** Opening Data for this task block **

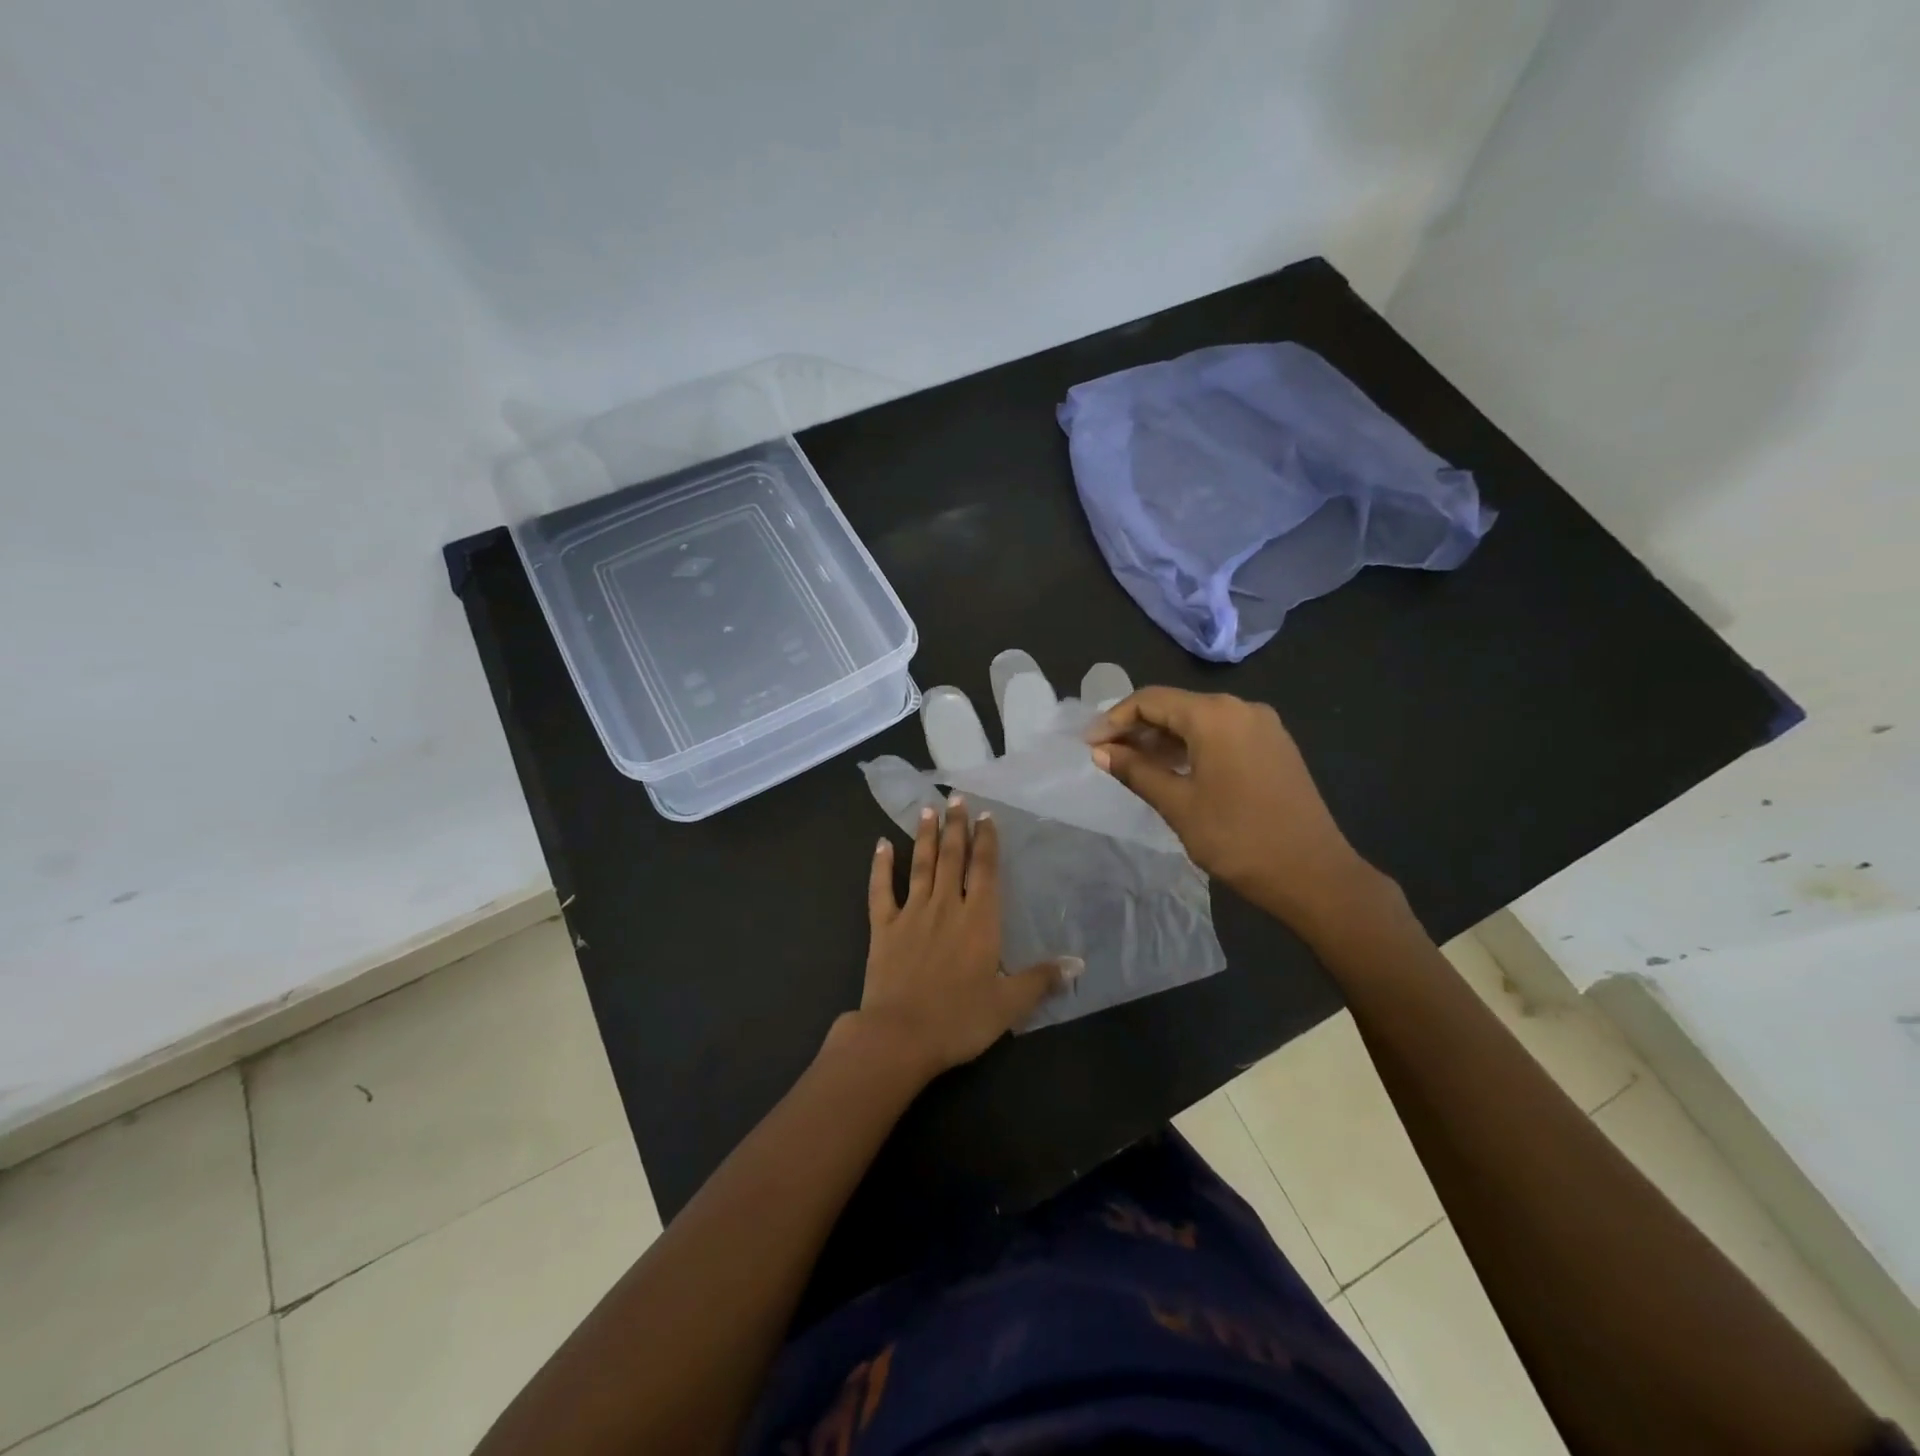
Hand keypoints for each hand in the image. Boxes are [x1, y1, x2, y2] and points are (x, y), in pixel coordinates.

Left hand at [852, 796, 1070, 1076]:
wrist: (899, 1036)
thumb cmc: (960, 1020)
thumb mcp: (1009, 1004)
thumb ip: (1042, 979)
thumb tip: (1078, 963)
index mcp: (979, 920)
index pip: (984, 870)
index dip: (987, 840)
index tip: (986, 815)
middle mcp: (945, 907)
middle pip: (952, 857)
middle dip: (956, 826)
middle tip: (956, 797)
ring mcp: (911, 914)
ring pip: (920, 865)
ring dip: (924, 836)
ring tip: (927, 809)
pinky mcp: (883, 928)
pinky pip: (881, 890)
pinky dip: (880, 865)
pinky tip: (881, 844)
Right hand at [1087, 687, 1383, 930]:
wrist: (1314, 875)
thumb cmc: (1238, 839)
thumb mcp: (1178, 805)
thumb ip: (1136, 771)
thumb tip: (1101, 751)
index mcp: (1215, 715)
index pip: (1150, 700)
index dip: (1114, 719)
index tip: (1089, 744)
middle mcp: (1241, 708)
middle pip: (1176, 706)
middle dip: (1138, 728)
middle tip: (1107, 756)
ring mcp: (1263, 726)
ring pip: (1199, 720)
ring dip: (1164, 739)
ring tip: (1134, 766)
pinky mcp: (1275, 746)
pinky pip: (1222, 734)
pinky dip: (1192, 746)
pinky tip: (1174, 770)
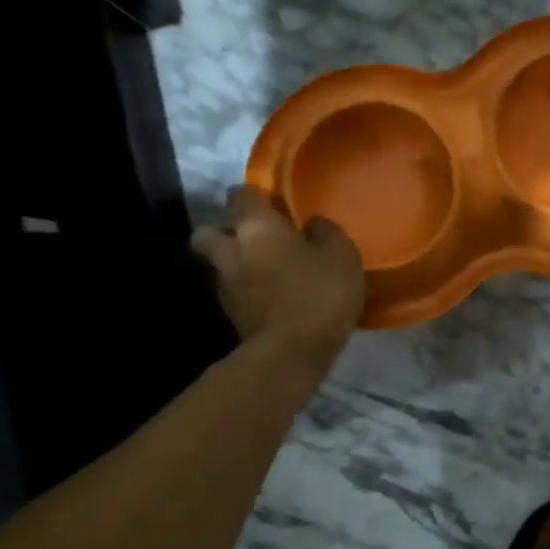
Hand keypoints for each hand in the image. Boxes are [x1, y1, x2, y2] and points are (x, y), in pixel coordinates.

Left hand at [193, 187, 364, 365]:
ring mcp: (224, 285)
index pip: (241, 195)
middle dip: (224, 231)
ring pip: (216, 264)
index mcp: (256, 226)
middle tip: (253, 238)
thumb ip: (326, 232)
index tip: (273, 204)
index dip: (255, 196)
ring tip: (260, 270)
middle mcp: (230, 250)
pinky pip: (230, 291)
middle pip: (208, 231)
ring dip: (232, 263)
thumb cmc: (317, 293)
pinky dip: (242, 290)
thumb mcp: (341, 255)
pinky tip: (266, 296)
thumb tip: (313, 223)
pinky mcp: (228, 315)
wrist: (290, 354)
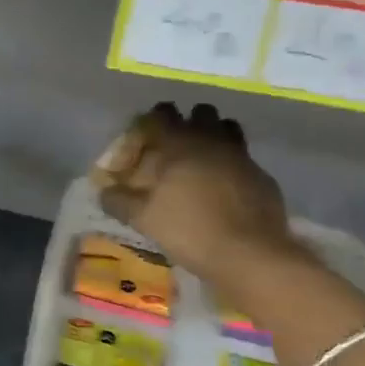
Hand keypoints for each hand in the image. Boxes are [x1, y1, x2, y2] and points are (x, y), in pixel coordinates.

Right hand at [91, 102, 296, 285]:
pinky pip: (243, 157)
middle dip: (185, 124)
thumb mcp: (143, 219)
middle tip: (172, 149)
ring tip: (200, 162)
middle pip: (200, 113)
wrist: (248, 253)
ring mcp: (241, 155)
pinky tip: (224, 188)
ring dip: (212, 137)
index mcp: (179, 145)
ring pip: (226, 128)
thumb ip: (119, 201)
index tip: (141, 141)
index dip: (149, 122)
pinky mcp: (261, 175)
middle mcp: (212, 140)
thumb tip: (103, 191)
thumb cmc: (189, 230)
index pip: (161, 114)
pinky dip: (231, 164)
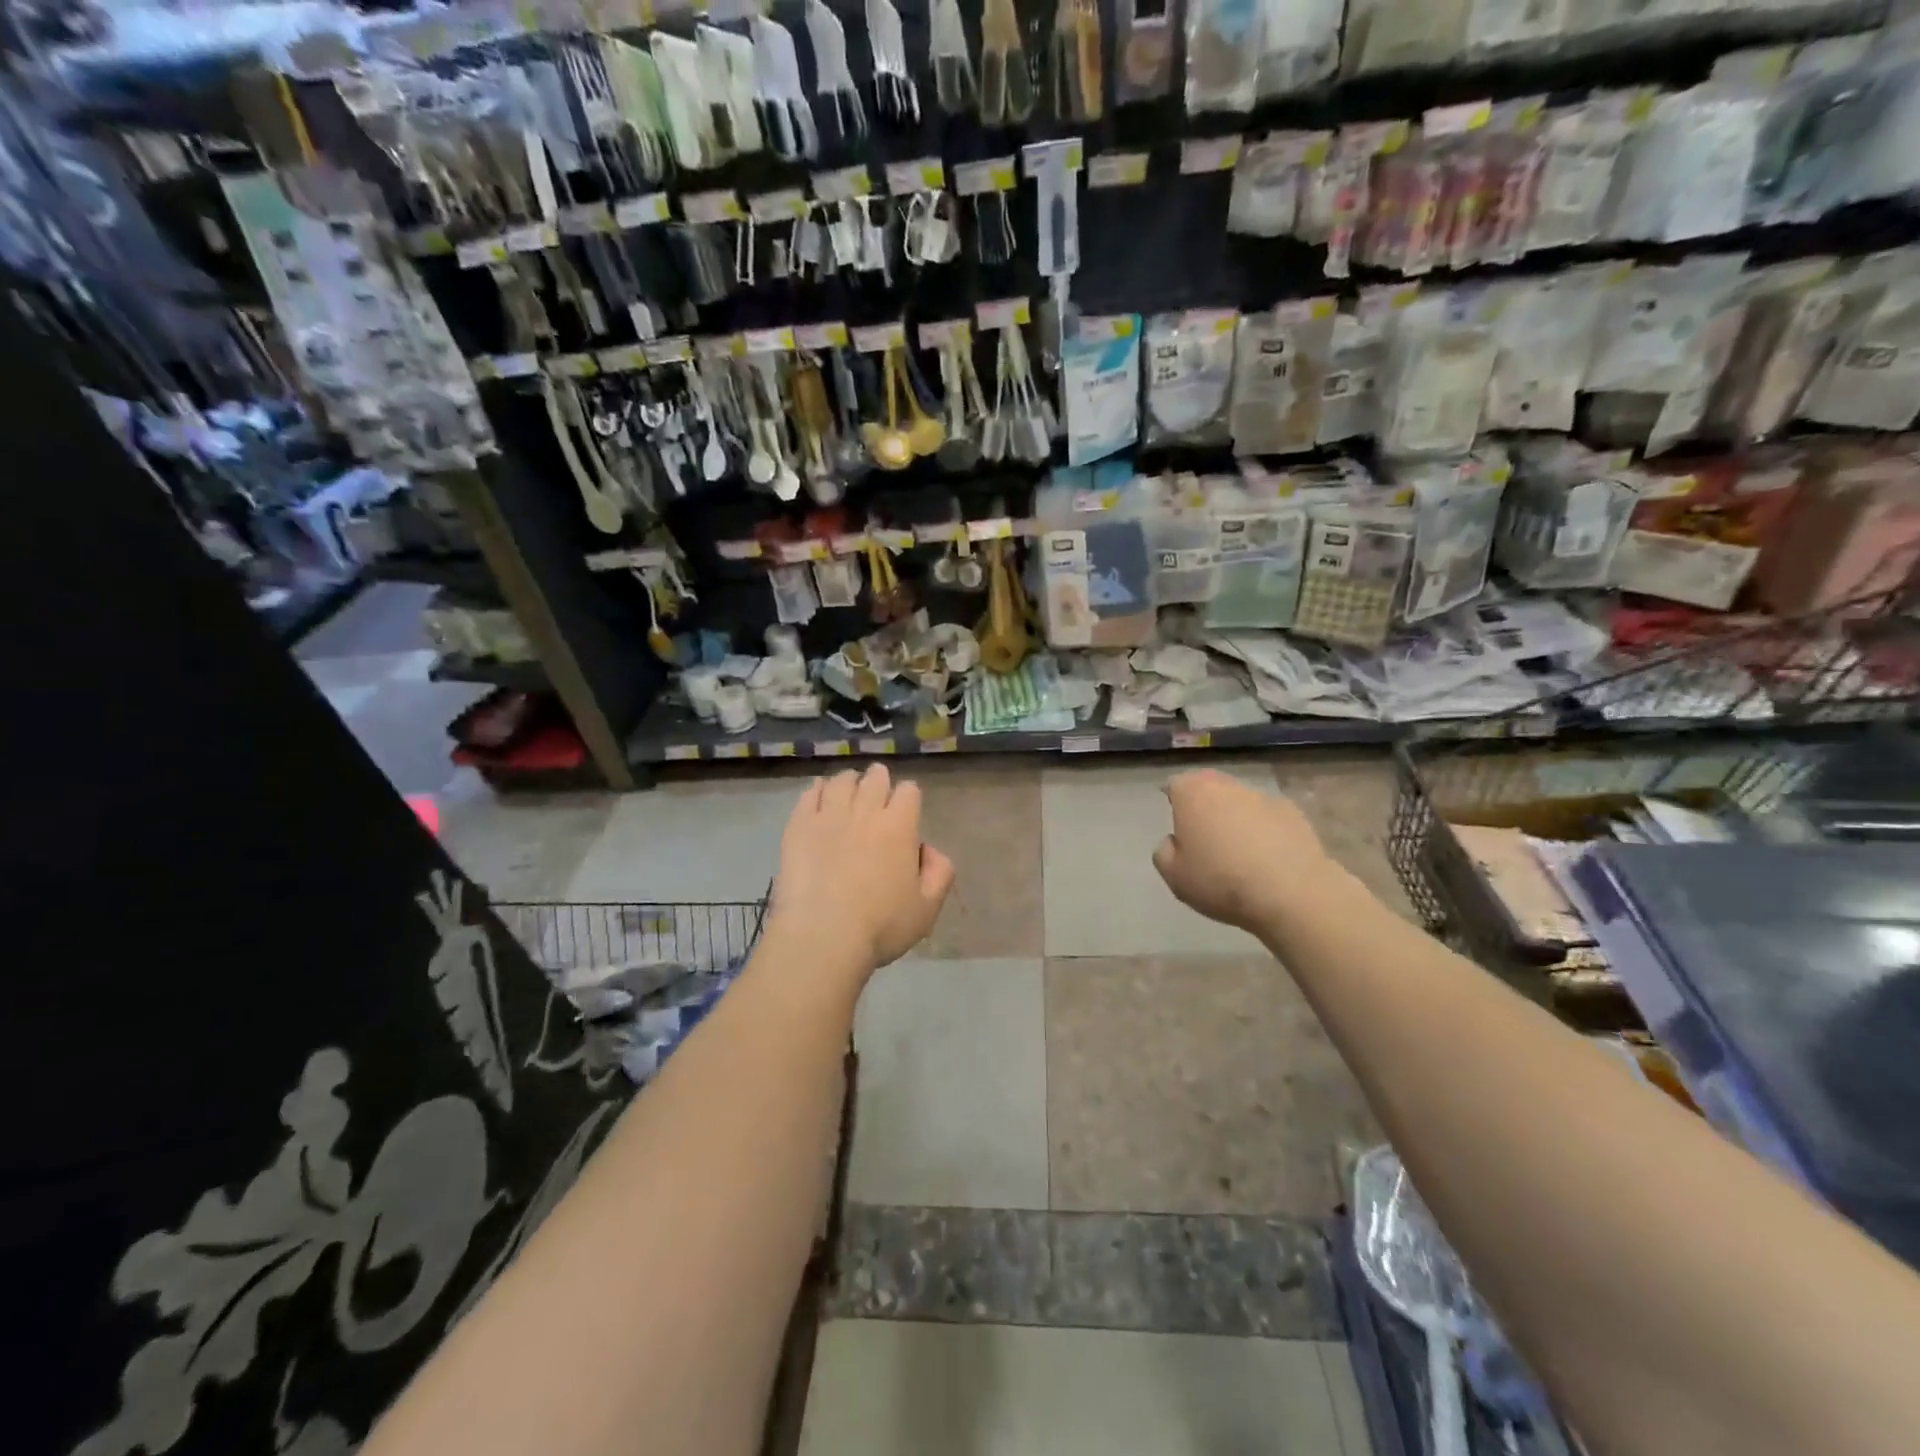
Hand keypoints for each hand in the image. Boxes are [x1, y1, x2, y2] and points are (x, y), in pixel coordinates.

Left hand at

** Closing Data for this task block **

> Task goal
The required answer is the exact run of lines above starting at the line with "middle pip: (1176, 706)" and ending at the line with "pinky tip: (1174, 770)", with both ends present.

> Answer
middle pip: (1176, 706)
middle dip: (1138, 728)
middle tip: (1107, 756)
ring mcp: (1263, 726)
ring pip: (1199, 720)
ring dip: (1164, 739)
ring tip: (1134, 766)
pinky mcp: (1275, 746)
pinky pip: (1222, 734)
pinky dip: (1192, 746)
pinky tip: (1174, 770)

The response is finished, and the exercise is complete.